Integration von Flüchtlingen: Gute erste Schritte
(lp) Die Integration von Flüchtlingen in Gesellschaft und Arbeitsmarkt ist eine Herausforderung. Das Staatssekretariat für Migration (SEM) will die berufliche Integration der Flüchtlinge fördern und hat dazu das Pilotprojekt einer Flüchtlingslehre entwickelt. Es besteht aus einer Integrationsvorlehre einerseits und einem Programm für das frühzeitige Erlernen der Ortssprache andererseits. 2018 soll das Projekt starten und 800 bis 1000 Personen pro Jahr und Massnahme umfassen.
Der SGB begrüsst dieses Vorgehen.

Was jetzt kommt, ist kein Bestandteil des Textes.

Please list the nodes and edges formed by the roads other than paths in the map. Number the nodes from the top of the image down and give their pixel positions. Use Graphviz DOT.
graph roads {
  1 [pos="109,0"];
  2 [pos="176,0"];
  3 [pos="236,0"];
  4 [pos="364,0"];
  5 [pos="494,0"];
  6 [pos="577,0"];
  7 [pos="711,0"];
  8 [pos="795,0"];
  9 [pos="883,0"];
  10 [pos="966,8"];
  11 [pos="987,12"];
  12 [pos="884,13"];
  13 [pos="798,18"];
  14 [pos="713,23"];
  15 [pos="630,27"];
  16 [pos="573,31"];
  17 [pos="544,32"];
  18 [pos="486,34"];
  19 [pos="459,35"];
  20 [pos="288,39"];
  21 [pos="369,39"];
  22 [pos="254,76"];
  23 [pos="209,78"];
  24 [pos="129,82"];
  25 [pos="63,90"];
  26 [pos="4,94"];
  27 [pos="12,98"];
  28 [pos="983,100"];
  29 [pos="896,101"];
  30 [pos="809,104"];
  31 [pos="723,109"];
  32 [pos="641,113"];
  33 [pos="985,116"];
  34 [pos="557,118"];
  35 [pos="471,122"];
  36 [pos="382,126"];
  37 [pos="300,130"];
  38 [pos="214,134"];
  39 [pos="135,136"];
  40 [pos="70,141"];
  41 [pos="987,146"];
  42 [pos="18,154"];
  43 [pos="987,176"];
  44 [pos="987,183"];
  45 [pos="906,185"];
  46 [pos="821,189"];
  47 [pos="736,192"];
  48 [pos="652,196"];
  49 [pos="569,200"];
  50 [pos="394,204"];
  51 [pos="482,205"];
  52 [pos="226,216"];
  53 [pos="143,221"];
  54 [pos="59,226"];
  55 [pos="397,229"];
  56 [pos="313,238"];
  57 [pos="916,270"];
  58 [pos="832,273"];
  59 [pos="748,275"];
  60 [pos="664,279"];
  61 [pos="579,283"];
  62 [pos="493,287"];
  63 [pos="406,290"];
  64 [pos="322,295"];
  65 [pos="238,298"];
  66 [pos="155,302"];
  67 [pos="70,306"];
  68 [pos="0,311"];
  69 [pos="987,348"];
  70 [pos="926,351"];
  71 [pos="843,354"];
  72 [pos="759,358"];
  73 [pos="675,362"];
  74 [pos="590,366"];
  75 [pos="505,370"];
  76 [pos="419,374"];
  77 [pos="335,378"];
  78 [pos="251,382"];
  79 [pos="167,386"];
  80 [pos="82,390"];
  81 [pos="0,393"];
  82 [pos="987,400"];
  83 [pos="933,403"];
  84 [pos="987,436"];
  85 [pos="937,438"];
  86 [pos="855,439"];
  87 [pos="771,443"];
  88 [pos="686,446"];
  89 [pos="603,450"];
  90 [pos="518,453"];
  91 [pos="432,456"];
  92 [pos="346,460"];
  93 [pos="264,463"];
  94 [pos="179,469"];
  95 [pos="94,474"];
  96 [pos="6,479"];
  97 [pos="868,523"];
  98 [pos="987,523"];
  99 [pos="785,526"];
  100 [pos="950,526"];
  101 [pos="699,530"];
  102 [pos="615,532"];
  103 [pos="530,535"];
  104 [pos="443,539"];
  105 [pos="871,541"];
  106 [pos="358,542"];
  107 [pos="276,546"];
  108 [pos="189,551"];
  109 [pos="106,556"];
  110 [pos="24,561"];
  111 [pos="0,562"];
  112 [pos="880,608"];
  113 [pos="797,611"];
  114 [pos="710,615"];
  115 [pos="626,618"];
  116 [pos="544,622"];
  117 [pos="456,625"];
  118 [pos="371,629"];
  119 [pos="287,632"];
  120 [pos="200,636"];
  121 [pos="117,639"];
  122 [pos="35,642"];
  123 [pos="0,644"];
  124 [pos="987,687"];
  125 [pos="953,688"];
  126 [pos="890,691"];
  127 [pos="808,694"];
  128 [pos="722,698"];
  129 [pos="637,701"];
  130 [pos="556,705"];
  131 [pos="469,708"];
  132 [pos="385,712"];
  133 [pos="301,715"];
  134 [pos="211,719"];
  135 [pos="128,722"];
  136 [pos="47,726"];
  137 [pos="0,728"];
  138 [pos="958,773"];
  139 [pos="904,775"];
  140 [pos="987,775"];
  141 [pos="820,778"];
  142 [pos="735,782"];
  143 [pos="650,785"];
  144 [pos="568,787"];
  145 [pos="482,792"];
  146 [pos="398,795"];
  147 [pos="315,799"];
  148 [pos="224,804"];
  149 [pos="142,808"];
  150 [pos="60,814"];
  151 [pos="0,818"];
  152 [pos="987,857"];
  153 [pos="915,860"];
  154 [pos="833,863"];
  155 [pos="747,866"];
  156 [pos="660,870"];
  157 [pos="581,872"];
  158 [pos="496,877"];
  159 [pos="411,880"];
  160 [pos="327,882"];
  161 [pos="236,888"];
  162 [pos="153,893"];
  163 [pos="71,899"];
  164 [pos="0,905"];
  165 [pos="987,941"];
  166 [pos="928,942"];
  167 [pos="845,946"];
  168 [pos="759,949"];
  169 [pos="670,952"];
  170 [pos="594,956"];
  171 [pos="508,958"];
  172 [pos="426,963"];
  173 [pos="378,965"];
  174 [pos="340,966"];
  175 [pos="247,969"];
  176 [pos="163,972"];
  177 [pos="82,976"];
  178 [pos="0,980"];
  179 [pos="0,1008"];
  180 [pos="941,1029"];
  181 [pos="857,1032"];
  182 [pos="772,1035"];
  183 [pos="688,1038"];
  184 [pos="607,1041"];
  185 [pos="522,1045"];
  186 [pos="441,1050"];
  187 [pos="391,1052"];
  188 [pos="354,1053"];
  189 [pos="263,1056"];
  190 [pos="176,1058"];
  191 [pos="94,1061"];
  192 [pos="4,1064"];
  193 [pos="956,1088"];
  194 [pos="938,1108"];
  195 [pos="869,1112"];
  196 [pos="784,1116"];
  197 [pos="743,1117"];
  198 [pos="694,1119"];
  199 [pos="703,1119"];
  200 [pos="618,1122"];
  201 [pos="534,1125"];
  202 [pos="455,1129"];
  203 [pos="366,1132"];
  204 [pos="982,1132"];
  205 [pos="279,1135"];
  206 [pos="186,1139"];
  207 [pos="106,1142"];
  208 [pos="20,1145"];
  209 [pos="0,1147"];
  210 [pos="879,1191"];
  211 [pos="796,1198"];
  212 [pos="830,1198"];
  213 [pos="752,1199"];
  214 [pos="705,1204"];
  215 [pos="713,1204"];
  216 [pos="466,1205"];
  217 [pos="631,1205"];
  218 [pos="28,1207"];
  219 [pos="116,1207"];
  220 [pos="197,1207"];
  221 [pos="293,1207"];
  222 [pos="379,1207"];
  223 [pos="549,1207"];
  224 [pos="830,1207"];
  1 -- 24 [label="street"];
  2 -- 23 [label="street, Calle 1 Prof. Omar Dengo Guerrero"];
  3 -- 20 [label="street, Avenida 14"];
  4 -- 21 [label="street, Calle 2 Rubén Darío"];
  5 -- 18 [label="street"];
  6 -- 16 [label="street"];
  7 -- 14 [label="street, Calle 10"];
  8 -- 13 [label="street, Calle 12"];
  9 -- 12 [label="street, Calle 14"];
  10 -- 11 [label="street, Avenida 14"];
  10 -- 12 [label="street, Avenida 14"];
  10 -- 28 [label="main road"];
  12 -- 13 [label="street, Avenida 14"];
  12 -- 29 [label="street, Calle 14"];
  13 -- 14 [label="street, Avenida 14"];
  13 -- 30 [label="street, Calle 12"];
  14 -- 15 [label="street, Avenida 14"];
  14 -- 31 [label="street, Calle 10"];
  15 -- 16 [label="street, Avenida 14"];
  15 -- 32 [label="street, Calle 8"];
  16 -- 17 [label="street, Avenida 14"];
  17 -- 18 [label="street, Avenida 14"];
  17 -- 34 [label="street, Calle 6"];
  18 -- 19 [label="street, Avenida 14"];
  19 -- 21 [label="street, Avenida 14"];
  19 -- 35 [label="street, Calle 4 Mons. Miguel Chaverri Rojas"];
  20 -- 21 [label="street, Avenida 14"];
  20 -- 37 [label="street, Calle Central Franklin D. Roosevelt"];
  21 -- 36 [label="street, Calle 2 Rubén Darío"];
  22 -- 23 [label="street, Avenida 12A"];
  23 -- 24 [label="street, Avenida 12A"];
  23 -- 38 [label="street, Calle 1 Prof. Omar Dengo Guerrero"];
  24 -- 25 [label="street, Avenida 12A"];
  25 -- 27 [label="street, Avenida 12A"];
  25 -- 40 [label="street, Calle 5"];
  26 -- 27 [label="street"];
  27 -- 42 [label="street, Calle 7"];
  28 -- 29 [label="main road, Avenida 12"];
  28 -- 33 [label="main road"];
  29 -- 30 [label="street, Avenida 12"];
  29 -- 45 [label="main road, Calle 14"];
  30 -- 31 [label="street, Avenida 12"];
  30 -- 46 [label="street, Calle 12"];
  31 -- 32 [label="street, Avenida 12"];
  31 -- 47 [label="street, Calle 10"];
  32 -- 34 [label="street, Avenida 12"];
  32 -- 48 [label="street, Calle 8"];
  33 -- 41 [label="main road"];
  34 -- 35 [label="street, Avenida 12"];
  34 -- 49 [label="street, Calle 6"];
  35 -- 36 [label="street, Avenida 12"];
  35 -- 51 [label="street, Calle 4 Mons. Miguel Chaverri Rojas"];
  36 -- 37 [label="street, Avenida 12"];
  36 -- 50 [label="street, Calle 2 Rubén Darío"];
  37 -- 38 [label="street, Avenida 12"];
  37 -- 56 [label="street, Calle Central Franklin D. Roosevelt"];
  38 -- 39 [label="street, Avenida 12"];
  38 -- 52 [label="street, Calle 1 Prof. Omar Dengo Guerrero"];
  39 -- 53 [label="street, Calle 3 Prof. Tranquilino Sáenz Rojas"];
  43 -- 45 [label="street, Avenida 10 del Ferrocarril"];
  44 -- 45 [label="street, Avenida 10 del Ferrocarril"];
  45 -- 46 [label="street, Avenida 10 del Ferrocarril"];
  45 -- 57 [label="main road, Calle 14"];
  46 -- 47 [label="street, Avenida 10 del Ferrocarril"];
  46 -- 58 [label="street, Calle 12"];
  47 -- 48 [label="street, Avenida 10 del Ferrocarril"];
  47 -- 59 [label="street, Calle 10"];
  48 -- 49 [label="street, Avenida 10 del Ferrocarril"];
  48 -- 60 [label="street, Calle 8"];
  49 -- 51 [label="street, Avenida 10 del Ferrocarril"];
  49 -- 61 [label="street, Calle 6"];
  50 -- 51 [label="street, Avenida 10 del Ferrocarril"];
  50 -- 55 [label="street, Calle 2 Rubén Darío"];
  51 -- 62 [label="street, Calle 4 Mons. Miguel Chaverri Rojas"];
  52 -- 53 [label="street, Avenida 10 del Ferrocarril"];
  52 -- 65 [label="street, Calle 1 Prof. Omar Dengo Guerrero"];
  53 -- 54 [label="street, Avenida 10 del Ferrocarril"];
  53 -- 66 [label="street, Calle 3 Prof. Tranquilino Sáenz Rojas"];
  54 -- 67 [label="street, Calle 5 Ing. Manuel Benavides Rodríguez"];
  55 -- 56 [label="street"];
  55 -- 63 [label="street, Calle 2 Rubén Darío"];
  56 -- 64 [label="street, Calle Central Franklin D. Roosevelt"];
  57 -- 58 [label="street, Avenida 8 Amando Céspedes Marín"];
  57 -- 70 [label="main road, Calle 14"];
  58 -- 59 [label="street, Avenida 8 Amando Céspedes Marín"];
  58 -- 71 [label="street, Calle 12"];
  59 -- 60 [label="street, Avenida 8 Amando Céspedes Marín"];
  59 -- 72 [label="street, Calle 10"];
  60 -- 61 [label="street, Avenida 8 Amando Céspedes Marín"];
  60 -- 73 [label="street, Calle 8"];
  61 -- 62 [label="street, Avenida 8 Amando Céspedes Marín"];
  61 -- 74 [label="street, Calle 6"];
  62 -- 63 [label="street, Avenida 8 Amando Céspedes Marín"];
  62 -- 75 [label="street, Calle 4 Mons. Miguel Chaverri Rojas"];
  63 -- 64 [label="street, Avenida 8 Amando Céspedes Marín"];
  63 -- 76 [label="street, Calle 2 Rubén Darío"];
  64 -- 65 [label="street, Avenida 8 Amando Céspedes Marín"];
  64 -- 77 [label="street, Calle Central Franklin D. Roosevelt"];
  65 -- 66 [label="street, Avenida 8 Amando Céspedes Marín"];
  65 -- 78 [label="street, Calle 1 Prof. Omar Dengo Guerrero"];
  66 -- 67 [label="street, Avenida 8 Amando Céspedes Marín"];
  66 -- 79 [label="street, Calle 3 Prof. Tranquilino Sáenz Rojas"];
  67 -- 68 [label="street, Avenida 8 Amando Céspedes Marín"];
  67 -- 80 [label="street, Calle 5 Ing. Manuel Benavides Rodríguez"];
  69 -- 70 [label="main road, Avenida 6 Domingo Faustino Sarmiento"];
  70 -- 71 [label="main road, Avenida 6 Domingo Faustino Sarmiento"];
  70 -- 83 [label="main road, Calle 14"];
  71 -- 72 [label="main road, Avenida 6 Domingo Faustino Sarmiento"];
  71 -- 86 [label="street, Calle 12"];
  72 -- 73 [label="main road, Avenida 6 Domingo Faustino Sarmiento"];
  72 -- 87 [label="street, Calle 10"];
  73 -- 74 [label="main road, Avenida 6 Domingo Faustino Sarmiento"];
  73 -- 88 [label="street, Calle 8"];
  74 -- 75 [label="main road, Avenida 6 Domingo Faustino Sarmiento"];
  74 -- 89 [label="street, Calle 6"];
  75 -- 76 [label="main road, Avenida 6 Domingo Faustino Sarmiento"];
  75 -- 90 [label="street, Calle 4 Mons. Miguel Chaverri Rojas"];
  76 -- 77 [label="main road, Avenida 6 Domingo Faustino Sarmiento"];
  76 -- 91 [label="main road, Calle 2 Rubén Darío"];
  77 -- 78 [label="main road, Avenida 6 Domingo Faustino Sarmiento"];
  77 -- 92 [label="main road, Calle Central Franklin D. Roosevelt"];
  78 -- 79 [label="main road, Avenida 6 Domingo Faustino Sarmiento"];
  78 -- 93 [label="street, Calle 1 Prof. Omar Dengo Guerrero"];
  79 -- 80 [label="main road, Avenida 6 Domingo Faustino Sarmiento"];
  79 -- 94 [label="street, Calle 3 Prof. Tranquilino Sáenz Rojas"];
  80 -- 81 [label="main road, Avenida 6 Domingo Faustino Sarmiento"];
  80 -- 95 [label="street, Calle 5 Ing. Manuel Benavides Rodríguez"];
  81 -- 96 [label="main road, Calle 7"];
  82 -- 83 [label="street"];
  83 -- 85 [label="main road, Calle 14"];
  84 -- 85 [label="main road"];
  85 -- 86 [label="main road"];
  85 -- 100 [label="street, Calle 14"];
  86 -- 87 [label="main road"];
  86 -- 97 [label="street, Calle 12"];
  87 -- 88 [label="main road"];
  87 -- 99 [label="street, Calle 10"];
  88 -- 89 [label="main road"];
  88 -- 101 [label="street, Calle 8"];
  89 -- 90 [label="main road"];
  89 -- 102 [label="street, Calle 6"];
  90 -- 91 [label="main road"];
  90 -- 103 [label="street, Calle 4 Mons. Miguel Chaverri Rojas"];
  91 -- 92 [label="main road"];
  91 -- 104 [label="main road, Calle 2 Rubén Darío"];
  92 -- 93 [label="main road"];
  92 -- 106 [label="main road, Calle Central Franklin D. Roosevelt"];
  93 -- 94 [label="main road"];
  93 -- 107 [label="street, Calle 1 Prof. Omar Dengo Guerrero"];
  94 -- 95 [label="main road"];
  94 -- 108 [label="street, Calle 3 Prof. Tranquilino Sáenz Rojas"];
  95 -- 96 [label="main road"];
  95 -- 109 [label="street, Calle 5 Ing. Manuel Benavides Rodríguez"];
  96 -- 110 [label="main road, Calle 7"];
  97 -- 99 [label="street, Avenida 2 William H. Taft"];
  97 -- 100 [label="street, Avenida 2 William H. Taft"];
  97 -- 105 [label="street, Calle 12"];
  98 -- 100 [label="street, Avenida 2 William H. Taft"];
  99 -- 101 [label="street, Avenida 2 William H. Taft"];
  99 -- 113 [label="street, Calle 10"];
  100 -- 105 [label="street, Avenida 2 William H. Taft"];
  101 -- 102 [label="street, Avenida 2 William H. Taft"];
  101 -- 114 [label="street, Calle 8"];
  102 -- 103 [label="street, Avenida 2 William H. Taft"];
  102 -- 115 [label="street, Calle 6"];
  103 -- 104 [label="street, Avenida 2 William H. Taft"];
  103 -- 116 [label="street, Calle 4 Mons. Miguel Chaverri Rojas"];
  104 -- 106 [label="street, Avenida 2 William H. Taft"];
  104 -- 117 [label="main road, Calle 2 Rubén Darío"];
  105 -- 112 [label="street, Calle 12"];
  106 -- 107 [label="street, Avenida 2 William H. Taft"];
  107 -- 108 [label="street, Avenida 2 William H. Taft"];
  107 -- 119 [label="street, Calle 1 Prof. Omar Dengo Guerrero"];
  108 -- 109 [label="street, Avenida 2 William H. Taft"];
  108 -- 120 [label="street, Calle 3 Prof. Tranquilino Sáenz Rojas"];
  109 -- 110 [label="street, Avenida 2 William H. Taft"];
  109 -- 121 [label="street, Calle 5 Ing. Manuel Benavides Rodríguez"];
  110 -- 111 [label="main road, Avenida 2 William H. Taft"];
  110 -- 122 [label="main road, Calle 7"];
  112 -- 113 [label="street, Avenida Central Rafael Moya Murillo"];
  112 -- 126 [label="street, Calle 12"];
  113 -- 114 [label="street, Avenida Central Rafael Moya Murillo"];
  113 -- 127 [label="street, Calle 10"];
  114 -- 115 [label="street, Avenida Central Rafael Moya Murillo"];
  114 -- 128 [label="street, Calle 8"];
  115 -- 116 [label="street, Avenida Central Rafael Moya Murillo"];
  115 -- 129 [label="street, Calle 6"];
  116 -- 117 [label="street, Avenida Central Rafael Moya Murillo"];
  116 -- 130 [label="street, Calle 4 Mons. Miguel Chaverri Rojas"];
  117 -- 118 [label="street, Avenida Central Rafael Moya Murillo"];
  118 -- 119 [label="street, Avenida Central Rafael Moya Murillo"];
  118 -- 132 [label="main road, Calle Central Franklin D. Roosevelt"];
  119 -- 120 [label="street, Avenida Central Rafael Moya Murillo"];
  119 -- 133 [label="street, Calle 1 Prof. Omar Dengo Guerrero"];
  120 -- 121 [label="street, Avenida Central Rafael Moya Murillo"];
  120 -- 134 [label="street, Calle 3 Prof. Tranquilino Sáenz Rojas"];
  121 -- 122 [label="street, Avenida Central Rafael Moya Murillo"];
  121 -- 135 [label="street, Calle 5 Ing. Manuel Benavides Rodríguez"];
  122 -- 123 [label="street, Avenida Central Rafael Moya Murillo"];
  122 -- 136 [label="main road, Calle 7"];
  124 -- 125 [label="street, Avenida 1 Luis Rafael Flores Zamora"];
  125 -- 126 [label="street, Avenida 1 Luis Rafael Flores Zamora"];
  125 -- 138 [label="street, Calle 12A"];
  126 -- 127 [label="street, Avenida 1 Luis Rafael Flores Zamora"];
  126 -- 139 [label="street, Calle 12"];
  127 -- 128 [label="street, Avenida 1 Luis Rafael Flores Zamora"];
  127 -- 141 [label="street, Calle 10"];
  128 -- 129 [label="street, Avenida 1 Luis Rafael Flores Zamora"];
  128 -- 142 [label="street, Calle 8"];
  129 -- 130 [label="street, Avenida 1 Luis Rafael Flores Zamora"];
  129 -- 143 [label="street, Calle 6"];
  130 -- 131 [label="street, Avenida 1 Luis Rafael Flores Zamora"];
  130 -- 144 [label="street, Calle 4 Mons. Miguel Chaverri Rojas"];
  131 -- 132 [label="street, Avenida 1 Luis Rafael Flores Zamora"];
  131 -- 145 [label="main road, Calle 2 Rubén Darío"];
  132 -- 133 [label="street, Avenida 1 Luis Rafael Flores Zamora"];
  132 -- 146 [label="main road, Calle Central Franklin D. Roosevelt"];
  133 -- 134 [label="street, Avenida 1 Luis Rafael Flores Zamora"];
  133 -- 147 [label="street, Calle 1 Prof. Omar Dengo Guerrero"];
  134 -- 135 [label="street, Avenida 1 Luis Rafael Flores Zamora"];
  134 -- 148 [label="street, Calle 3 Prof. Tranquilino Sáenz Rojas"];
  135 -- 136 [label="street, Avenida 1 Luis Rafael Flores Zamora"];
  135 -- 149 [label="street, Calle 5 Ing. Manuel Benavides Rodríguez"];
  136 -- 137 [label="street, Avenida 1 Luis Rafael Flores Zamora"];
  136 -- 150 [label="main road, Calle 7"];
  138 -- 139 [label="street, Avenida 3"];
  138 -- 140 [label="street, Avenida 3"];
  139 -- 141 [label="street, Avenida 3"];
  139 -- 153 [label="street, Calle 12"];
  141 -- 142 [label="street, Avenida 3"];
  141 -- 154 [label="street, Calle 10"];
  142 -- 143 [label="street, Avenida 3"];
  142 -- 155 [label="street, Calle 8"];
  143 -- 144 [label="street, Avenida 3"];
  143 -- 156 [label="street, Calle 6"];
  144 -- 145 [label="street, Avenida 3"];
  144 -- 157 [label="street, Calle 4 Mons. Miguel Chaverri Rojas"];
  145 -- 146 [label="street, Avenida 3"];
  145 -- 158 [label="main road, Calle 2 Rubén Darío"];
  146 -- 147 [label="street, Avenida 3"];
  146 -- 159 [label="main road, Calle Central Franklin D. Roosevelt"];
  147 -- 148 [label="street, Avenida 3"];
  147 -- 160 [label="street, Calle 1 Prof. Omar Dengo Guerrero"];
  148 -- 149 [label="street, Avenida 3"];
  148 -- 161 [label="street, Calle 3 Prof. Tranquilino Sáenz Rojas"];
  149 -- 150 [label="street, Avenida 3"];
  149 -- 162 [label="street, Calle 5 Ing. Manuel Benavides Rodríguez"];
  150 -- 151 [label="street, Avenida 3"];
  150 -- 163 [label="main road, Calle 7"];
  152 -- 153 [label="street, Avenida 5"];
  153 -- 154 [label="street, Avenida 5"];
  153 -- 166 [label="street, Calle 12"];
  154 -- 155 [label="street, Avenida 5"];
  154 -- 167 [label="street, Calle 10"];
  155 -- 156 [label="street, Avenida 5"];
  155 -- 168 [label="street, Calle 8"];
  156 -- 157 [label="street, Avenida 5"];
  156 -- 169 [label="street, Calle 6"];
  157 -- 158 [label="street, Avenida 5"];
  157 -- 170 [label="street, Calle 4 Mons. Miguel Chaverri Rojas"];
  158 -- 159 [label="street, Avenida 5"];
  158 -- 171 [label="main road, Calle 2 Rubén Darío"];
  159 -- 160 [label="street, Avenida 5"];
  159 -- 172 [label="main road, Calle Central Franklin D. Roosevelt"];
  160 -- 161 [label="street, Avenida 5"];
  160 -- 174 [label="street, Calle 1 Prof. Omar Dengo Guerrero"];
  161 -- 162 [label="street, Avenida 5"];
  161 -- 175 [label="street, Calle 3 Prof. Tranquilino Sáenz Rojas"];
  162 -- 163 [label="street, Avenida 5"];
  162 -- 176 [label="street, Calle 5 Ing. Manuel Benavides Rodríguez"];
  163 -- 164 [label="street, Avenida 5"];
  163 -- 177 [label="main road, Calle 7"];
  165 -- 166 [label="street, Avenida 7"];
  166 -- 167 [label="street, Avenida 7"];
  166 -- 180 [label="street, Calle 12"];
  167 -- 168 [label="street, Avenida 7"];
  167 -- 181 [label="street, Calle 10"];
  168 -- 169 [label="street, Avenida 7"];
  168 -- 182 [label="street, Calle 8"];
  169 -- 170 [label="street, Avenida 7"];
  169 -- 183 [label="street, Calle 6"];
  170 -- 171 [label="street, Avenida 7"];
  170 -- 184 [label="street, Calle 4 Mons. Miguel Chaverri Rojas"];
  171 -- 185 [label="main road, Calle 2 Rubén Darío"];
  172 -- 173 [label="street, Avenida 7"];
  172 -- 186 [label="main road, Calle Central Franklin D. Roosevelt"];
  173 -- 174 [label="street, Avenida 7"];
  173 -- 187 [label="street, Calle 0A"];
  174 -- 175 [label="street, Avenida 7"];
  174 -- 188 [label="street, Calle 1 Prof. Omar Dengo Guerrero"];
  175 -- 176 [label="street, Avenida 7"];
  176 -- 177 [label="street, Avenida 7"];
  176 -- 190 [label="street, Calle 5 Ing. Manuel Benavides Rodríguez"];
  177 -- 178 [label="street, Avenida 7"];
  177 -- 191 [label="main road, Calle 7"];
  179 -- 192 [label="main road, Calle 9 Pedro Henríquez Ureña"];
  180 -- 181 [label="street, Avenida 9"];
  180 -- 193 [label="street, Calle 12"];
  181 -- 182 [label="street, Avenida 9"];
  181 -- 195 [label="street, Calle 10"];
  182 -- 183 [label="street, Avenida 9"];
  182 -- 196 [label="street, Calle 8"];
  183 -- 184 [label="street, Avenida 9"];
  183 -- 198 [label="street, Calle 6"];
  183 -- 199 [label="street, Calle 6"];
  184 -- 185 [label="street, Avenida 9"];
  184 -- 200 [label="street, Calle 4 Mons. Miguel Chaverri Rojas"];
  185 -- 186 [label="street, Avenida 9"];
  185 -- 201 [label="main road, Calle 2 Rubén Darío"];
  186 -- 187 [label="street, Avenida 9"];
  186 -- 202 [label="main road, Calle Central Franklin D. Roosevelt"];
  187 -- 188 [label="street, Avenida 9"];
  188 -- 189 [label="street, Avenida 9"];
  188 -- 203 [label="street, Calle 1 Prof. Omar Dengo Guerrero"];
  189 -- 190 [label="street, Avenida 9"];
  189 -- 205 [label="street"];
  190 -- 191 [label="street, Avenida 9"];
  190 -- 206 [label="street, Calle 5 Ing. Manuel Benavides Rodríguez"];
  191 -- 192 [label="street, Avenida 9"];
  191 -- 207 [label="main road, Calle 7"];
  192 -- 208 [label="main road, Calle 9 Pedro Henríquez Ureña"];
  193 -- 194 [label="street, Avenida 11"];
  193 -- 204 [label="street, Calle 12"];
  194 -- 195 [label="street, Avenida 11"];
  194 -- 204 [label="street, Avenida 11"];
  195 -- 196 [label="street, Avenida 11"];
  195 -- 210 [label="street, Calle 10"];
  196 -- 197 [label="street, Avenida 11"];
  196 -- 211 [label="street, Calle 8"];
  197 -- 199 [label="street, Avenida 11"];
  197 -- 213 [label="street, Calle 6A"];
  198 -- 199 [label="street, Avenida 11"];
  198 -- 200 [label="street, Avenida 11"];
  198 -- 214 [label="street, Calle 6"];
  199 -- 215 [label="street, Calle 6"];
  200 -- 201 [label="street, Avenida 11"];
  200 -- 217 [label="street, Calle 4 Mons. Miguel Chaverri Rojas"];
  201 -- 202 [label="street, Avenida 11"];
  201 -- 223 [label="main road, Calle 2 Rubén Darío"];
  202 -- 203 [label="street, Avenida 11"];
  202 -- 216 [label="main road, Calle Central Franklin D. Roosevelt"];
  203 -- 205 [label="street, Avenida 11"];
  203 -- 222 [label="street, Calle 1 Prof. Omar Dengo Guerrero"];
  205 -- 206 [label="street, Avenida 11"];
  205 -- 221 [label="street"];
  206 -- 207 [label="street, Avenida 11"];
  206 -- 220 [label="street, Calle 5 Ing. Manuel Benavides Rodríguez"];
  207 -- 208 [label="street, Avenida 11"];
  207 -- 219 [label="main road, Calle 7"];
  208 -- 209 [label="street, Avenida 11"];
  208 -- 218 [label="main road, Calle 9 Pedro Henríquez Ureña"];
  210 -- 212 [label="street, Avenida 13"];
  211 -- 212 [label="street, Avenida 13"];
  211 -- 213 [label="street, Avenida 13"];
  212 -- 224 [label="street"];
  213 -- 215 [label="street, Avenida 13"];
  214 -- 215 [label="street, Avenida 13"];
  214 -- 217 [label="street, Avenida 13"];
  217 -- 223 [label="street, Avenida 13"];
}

Angesichts der Dringlichkeit wünscht er sich jedoch mehr Tempo und Wirksamkeit. Er unterstützt die Integrationsprojekte. Diese dürfen jedoch die bestehenden Arbeitsverhältnisse nicht konkurrenzieren. Minimalbestimmungen in GAV sollten grundsätzlich immer gelten. Ausnahmen davon sind fallweise zu diskutieren und ausreichend zu begründen. Integrationsprojekte haben zudem einen bedeutenden Anteil an Bildung zu umfassen. Noch nicht gebührend berücksichtigt sind zudem die traumatischen Erfahrungen und die vielfältigen Probleme der neu ankommenden Flüchtlinge. Da drängt sich eine ganzheitliche Sicht der Lage auf.
In diesem Sinn hat SGB-Präsident Paul Rechsteiner (SP/SG) eine Interpellation eingereicht, die zum Thema der Flüchtlingsintegration eine nationale Konferenz nach dem Muster der Lehrstellenkonferenz verlangt. Teilnehmen daran sollen alle wichtigen Akteure, insbesondere der Kantone, der Wirtschaft und der Sozialpartner. Gemeinsam sollen sie die Lage analysieren und Lösungen vorschlagen. Der Ständerat behandelt diese Interpellation am 2. Juni.